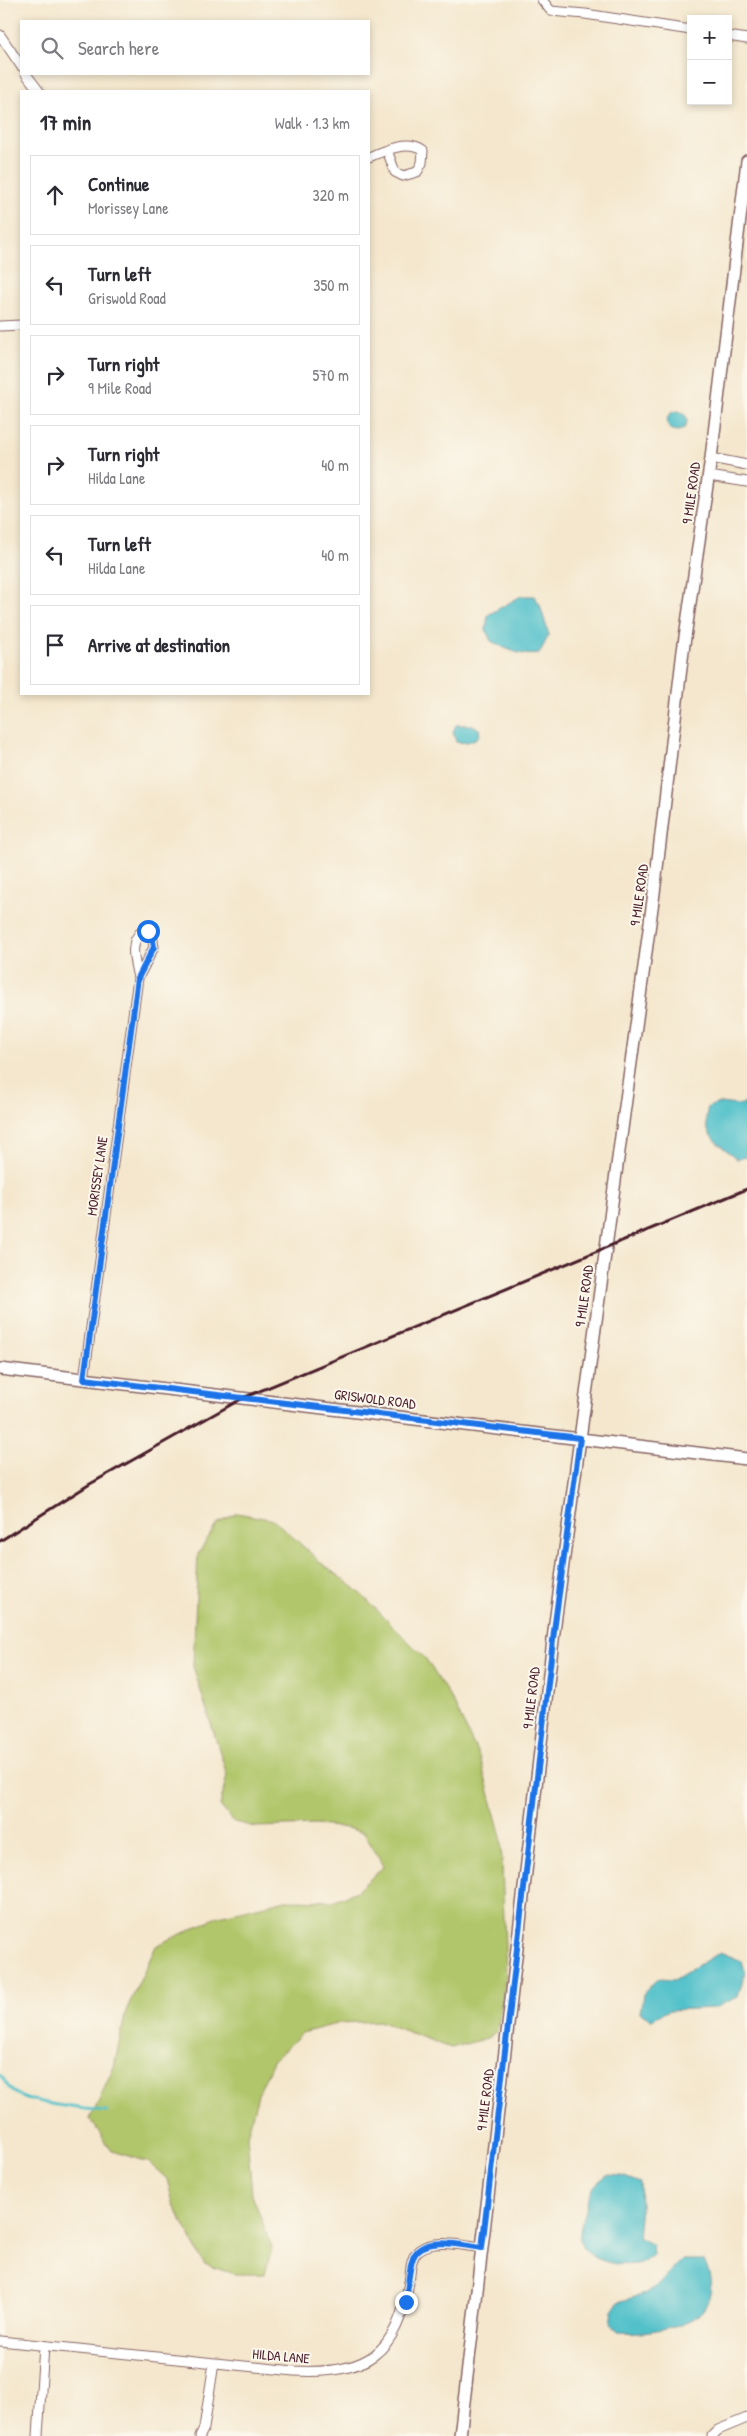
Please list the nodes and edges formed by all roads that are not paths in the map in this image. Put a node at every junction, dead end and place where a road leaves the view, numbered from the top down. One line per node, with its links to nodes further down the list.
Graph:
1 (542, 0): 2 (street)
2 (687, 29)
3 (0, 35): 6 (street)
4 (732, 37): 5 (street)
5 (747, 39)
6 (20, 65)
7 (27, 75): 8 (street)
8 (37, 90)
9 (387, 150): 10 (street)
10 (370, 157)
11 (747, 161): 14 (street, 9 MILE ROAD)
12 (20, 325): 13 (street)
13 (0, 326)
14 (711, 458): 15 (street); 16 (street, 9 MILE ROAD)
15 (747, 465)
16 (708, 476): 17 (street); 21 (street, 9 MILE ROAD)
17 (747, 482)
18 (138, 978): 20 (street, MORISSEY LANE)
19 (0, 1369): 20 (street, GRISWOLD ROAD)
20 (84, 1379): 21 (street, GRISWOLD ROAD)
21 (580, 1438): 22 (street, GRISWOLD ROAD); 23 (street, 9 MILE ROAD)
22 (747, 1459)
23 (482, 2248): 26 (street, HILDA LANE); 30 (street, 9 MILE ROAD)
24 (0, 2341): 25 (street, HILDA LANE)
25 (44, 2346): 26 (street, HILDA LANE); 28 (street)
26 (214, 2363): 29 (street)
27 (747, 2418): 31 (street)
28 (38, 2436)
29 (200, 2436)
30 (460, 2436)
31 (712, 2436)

...

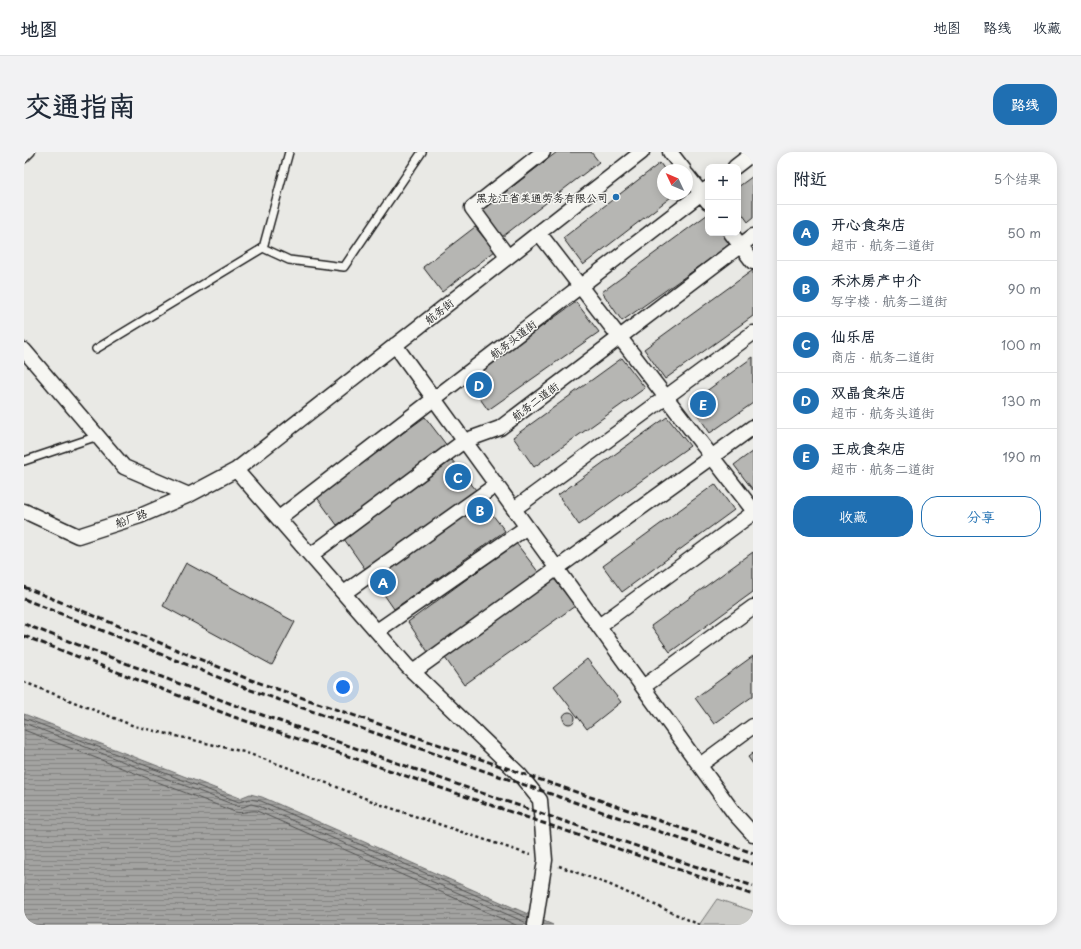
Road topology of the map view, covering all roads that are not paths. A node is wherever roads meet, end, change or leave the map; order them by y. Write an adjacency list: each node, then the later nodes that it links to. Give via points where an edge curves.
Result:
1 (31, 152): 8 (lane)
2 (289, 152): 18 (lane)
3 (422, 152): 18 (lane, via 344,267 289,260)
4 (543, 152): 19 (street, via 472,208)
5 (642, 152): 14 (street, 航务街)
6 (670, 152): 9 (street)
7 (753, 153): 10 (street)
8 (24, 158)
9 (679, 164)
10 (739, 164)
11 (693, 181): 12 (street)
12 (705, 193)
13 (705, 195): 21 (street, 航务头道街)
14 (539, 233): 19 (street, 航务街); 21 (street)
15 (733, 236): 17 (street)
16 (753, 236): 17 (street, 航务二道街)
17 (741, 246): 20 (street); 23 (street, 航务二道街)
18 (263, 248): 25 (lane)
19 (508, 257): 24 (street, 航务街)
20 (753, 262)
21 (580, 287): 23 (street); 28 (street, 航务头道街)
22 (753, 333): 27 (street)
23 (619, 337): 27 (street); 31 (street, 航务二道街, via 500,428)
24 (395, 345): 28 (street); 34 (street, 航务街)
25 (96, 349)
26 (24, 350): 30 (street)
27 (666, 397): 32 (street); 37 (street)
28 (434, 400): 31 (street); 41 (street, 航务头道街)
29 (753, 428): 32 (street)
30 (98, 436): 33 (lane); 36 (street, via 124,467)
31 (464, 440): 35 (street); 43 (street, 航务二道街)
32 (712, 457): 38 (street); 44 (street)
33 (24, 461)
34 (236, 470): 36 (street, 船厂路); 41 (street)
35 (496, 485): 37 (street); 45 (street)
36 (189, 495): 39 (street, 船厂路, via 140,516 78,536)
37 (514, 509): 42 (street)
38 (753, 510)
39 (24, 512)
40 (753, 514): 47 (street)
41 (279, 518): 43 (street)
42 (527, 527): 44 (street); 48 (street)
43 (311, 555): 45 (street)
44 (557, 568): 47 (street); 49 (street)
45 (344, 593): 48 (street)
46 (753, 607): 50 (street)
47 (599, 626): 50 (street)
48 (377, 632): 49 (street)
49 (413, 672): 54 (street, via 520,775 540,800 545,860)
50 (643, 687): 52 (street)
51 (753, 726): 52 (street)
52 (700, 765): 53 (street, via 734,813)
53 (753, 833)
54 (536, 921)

→ **Exercise description**: The lines to return are those in the records above that hold the word "node".

→ **Result of this exercise**:
Please list the nodes and edges formed by all roads that are not paths in the map in this image. Put a node at every junction, dead end and place where a road leaves the view, numbered from the top down. One line per node, with its links to nodes further down the list.
Road topology of the map view, covering all roads that are not paths. A node is wherever roads meet, end, change or leave the map; order them by y. Write an adjacency list: each node, then the later nodes that it links to. Give via points where an edge curves.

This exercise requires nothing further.